▸ **SUPPLIED DATA**
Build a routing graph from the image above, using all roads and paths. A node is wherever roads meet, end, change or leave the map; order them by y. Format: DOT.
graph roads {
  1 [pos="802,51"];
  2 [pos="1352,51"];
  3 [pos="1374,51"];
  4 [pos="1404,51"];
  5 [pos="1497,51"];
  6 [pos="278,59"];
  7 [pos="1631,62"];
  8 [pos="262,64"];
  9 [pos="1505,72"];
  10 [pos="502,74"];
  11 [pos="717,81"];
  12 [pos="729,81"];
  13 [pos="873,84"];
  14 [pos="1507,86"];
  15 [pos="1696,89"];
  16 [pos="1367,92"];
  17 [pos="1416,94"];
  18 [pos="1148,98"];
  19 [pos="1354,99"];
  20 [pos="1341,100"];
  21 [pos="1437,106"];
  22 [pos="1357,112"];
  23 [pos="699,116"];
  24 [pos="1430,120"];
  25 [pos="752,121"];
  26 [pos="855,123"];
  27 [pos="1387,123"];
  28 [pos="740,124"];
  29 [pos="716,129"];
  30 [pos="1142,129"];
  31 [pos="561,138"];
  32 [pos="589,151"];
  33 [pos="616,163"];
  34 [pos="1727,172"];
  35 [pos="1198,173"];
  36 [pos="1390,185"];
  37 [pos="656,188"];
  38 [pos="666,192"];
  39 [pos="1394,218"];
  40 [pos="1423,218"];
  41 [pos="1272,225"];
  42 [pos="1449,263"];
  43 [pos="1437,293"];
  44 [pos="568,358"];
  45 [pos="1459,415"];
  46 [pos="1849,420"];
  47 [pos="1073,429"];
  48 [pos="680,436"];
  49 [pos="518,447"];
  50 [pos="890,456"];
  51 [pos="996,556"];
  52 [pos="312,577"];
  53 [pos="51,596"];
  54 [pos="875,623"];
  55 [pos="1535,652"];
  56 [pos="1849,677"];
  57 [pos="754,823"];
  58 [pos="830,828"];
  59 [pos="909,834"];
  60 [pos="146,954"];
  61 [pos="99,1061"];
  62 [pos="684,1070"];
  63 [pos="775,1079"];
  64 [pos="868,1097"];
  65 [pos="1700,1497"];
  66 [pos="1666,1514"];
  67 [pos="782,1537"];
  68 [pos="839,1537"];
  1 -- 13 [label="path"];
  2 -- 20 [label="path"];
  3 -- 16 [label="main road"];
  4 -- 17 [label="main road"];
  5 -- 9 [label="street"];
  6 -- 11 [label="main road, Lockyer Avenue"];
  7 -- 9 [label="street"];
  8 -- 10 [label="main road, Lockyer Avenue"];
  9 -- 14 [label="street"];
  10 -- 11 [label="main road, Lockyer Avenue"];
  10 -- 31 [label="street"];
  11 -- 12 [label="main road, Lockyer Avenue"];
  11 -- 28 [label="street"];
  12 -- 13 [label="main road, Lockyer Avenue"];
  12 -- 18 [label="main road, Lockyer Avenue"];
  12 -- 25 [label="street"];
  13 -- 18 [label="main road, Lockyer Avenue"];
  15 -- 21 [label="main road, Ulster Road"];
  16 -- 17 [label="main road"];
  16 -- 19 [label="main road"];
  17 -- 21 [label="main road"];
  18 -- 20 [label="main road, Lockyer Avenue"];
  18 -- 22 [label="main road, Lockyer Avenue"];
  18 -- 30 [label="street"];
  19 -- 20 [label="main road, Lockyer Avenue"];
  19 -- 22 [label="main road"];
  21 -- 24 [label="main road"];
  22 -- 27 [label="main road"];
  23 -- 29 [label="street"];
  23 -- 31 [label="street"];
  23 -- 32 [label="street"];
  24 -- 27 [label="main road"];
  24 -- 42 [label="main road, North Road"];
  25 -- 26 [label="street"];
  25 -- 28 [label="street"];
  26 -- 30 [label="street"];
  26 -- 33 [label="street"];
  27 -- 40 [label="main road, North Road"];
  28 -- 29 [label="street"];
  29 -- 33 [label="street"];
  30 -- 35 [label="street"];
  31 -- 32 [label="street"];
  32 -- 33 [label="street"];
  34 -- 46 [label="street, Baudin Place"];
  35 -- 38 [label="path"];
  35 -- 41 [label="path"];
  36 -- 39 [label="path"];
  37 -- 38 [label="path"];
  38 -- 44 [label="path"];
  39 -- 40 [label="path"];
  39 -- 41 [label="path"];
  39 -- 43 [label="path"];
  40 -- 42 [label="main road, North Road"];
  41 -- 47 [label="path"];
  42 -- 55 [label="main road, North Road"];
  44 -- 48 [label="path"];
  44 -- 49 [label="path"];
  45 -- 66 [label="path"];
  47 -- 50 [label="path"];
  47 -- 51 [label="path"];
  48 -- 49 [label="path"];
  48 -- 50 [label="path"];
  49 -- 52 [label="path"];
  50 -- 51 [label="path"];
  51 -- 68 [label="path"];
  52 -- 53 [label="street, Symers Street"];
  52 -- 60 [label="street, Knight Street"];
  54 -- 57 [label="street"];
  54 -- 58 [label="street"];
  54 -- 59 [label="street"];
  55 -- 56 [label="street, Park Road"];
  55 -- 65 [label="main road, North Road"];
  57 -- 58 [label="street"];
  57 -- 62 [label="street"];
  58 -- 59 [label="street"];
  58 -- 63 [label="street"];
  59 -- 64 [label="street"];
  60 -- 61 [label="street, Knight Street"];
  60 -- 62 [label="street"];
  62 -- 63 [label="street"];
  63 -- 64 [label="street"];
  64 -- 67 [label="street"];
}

▸ **WORK TO COMPLETE**
From the data above, copy each line that has the string "roads".

▸ **OUTPUT FOR THIS EXERCISE**
Build a routing graph from the image above, using all roads and paths. A node is wherever roads meet, end, change or leave the map; order them by y. Format: DOT.
graph roads {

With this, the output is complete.